TASK INSTRUCTIONS:
Omitting all pictures, retype the entries below exactly as given.

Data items

#####

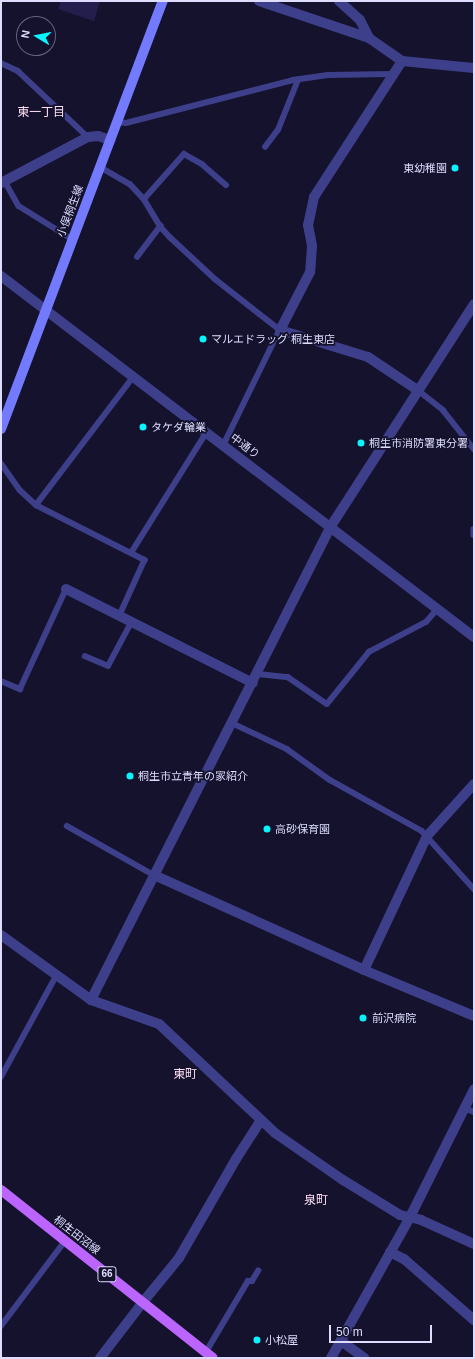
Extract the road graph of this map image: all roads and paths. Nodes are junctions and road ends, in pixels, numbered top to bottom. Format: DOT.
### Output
graph roads {
  1 [pos="163,1"];
  2 [pos="259,1"];
  3 [pos="339,1"];
  4 [pos="369,38"];
  5 [pos="402,61"];
  6 [pos="1,63"];
  7 [pos="474,68"];
  8 [pos="392,74"];
  9 [pos="298,80"];
  10 [pos="117,122"];
  11 [pos="88,137"];
  12 [pos="110,140"];
  13 [pos="265,147"];
  14 [pos="100,167"];
  15 [pos="3,183"];
  16 [pos="226,185"];
  17 [pos="144,199"];
  18 [pos="160,226"];
  19 [pos="72,239"];
  20 [pos="137,257"];
  21 [pos="1,276"];
  22 [pos="474,305"];
  23 [pos="46,310"];
  24 [pos="280,330"];
  25 [pos="133,377"];
  26 [pos="419,391"];
  27 [pos="4,412"];
  28 [pos="1,429"];
  29 [pos="206,433"];
  30 [pos="224,445"];
  31 [pos="474,449"];
  32 [pos="1,463"];
  33 [pos="36,505"];
  34 [pos="331,526"];
  35 [pos="474,529"];
  36 [pos="474,535"];
  37 [pos="131,553"];
  38 [pos="66,589"];
  39 [pos="438,608"];
  40 [pos="120,615"];
  41 [pos="133,621"];
  42 [pos="474,637"];
  43 [pos="85,656"];
  44 [pos="255,679"];
  45 [pos="1,681"];
  46 [pos="232,723"];
  47 [pos="474,784"];
  48 [pos="67,826"];
  49 [pos="427,836"];
  50 [pos="154,875"];
  51 [pos="474,889"];
  52 [pos="1,935"];
  53 [pos="364,970"];
  54 [pos="56,976"];
  55 [pos="91,1000"];
  56 [pos="474,1016"];
  57 [pos="1,1077"];
  58 [pos="474,1089"];
  59 [pos="470,1110"];
  60 [pos="261,1120"];
  61 [pos="1,1190"];
  62 [pos="410,1217"];
  63 [pos="65,1241"];
  64 [pos="474,1244"];
  65 [pos="390,1252"];
  66 [pos="258,1271"];
  67 [pos="143,1302"];
  68 [pos="474,1320"];
  69 [pos="1,1326"];
  70 [pos="341,1341"];
  71 [pos="209,1355"];
  72 [pos="100,1358"];
  73 [pos="331,1358"];
  74 [pos="364,1358"];
  1 -- 10 [label="main road, 小俣桐生線"];
  2 -- 4 [label="street"];
  3 -- 4 [label="street"];
  4 -- 5 [label="street"];
  5 -- 7 [label="street"];
  5 -- 8 [label="street"];
  6 -- 11 [label="lane"];
  8 -- 9 [label="lane"];
  8 -- 24 [label="street"];
  9 -- 10 [label="lane"];
  9 -- 13 [label="lane"];
  10 -- 12 [label="main road, 小俣桐生線"];
  11 -- 12 [label="street"];
  11 -- 15 [label="street"];
  12 -- 14 [label="main road, 小俣桐生線"];
  14 -- 17 [label="lane"];
  14 -- 19 [label="main road, 小俣桐生線"];
  15 -- 19 [label="lane"];
  16 -- 17 [label="lane"];
  17 -- 18 [label="lane"];
  18 -- 20 [label="lane"];
  18 -- 24 [label="lane"];
  19 -- 23 [label="main road, 小俣桐生線"];
  21 -- 23 [label="street, 中通り"];
  22 -- 26 [label="street"];
  23 -- 25 [label="street, 中通り"];
  23 -- 27 [label="main road, 小俣桐生線"];
  24 -- 26 [label="street"];
  24 -- 30 [label="lane"];
  25 -- 29 [label="street, 中通り"];
  25 -- 33 [label="lane"];
  26 -- 31 [label="lane"];
  26 -- 34 [label="street"];
  27 -- 28 [label="main road, 小俣桐生線"];
  29 -- 30 [label="street, 中通り"];
  29 -- 37 [label="lane"];
  30 -- 34 [label="street, 中通り"];
  32 -- 33 [label="lane"];
  33 -- 37 [label="lane"];
  34 -- 39 [label="street, 中通り"];
  34 -- 44 [label="street"];
  35 -- 36 [label="lane"];
  37 -- 40 [label="lane"];
  38 -- 40 [label="street"];
  38 -- 45 [label="lane"];
  39 -- 42 [label="street, 中通り"];
  39 -- 44 [label="lane"];
  40 -- 41 [label="street"];
  41 -- 43 [label="lane"];
  41 -- 44 [label="street"];
  44 -- 46 [label="street"];
  46 -- 49 [label="lane"];
  46 -- 50 [label="street"];
  47 -- 49 [label="street"];
  48 -- 50 [label="lane"];
  49 -- 51 [label="lane"];
  49 -- 53 [label="street"];
  50 -- 53 [label="street"];
  50 -- 55 [label="street"];
  52 -- 54 [label="street"];
  53 -- 56 [label="street"];
  54 -- 55 [label="street"];
  54 -- 57 [label="lane"];
  55 -- 60 [label="street"];
  58 -- 59 [label="street"];
  59 -- 62 [label="street"];
  60 -- 62 [label="street"];
  60 -- 67 [label="street"];
  61 -- 63 [label="main road, 桐生田沼線 / 66"];
  62 -- 64 [label="street"];
  62 -- 65 [label="street"];
  63 -- 67 [label="main road, 桐生田沼線 / 66"];
  63 -- 69 [label="lane"];
  65 -- 68 [label="street"];
  65 -- 70 [label="street"];
  66 -- 71 [label="lane"];
  67 -- 71 [label="main road, 桐生田沼線 / 66"];
  67 -- 72 [label="street"];
  70 -- 73 [label="street"];
  70 -- 74 [label="street"];
}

#####

ANSWER FOR THIS EXERCISE:
Extract the road graph of this map image: all roads and paths. Nodes are junctions and road ends, in pixels, numbered top to bottom. Format: DOT.
### Output
graph roads {
  1 [pos="163,1"];
  2 [pos="259,1"];
  3 [pos="339,1"];
  4 [pos="369,38"];
  5 [pos="402,61"];
  6 [pos="1,63"];
  7 [pos="474,68"];
  8 [pos="392,74"];
  9 [pos="298,80"];
  10 [pos="117,122"];
  11 [pos="88,137"];
  12 [pos="110,140"];
  13 [pos="265,147"];
  14 [pos="100,167"];
  15 [pos="3,183"];
  16 [pos="226,185"];
  17 [pos="144,199"];
  18 [pos="160,226"];
  19 [pos="72,239"];
  20 [pos="137,257"];
  21 [pos="1,276"];
  22 [pos="474,305"];
  23 [pos="46,310"];
  24 [pos="280,330"];
  25 [pos="133,377"];
  26 [pos="419,391"];
  27 [pos="4,412"];
  28 [pos="1,429"];
  29 [pos="206,433"];
  30 [pos="224,445"];
  31 [pos="474,449"];
  32 [pos="1,463"];
  33 [pos="36,505"];
  34 [pos="331,526"];
  35 [pos="474,529"];
  36 [pos="474,535"];
  37 [pos="131,553"];
  38 [pos="66,589"];
  39 [pos="438,608"];
  40 [pos="120,615"];
  41 [pos="133,621"];
  42 [pos="474,637"];
  43 [pos="85,656"];
  44 [pos="255,679"];
  45 [pos="1,681"];
  46 [pos="232,723"];
  47 [pos="474,784"];
  48 [pos="67,826"];
  49 [pos="427,836"];
  50 [pos="154,875"];
  51 [pos="474,889"];
  52 [pos="1,935"];
  53 [pos="364,970"];
  54 [pos="56,976"];
  55 [pos="91,1000"];
  56 [pos="474,1016"];
  57 [pos="1,1077"];
  58 [pos="474,1089"];
  59 [pos="470,1110"];
  60 [pos="261,1120"];
  61 [pos="1,1190"];
  62 [pos="410,1217"];
  63 [pos="65,1241"];
  64 [pos="474,1244"];
  65 [pos="390,1252"];
  66 [pos="258,1271"];
  67 [pos="143,1302"];
  68 [pos="474,1320"];
  69 [pos="1,1326"];
  70 [pos="341,1341"];
  71 [pos="209,1355"];
  72 [pos="100,1358"];
  73 [pos="331,1358"];
  74 [pos="364,1358"];
  1 -- 10 [label="main road, 小俣桐生線"];
  2 -- 4 [label="street"];
  3 -- 4 [label="street"];
  4 -- 5 [label="street"];
  5 -- 7 [label="street"];
  5 -- 8 [label="street"];
  6 -- 11 [label="lane"];
  8 -- 9 [label="lane"];
  8 -- 24 [label="street"];
  9 -- 10 [label="lane"];
  9 -- 13 [label="lane"];
  10 -- 12 [label="main road, 小俣桐生線"];
  11 -- 12 [label="street"];
  11 -- 15 [label="street"];
  12 -- 14 [label="main road, 小俣桐生線"];
  14 -- 17 [label="lane"];
  14 -- 19 [label="main road, 小俣桐生線"];
  15 -- 19 [label="lane"];
  16 -- 17 [label="lane"];
  17 -- 18 [label="lane"];
  18 -- 20 [label="lane"];
  18 -- 24 [label="lane"];
  19 -- 23 [label="main road, 小俣桐生線"];
  21 -- 23 [label="street, 中通り"];
  22 -- 26 [label="street"];
  23 -- 25 [label="street, 中通り"];
  23 -- 27 [label="main road, 小俣桐生線"];
  24 -- 26 [label="street"];
  24 -- 30 [label="lane"];
  25 -- 29 [label="street, 中通り"];
  25 -- 33 [label="lane"];
  26 -- 31 [label="lane"];
  26 -- 34 [label="street"];
  27 -- 28 [label="main road, 小俣桐生線"];
  29 -- 30 [label="street, 中通り"];
  29 -- 37 [label="lane"];
  30 -- 34 [label="street, 中通り"];
  32 -- 33 [label="lane"];
  33 -- 37 [label="lane"];
  34 -- 39 [label="street, 中通り"];
  34 -- 44 [label="street"];
  35 -- 36 [label="lane"];
  37 -- 40 [label="lane"];
  38 -- 40 [label="street"];
  38 -- 45 [label="lane"];
  39 -- 42 [label="street, 中通り"];
  39 -- 44 [label="lane"];
  40 -- 41 [label="street"];
  41 -- 43 [label="lane"];
  41 -- 44 [label="street"];
  44 -- 46 [label="street"];
  46 -- 49 [label="lane"];
  46 -- 50 [label="street"];
  47 -- 49 [label="street"];
  48 -- 50 [label="lane"];
  49 -- 51 [label="lane"];
  49 -- 53 [label="street"];
  50 -- 53 [label="street"];
  50 -- 55 [label="street"];
  52 -- 54 [label="street"];
  53 -- 56 [label="street"];
  54 -- 55 [label="street"];
  54 -- 57 [label="lane"];
  55 -- 60 [label="street"];
  58 -- 59 [label="street"];
  59 -- 62 [label="street"];
  60 -- 62 [label="street"];
  60 -- 67 [label="street"];
  61 -- 63 [label="main road, 桐生田沼線 / 66"];
  62 -- 64 [label="street"];
  62 -- 65 [label="street"];
  63 -- 67 [label="main road, 桐生田沼線 / 66"];
  63 -- 69 [label="lane"];
  65 -- 68 [label="street"];
  65 -- 70 [label="street"];
  66 -- 71 [label="lane"];
  67 -- 71 [label="main road, 桐生田沼線 / 66"];
  67 -- 72 [label="street"];
  70 -- 73 [label="street"];
  70 -- 74 [label="street"];
}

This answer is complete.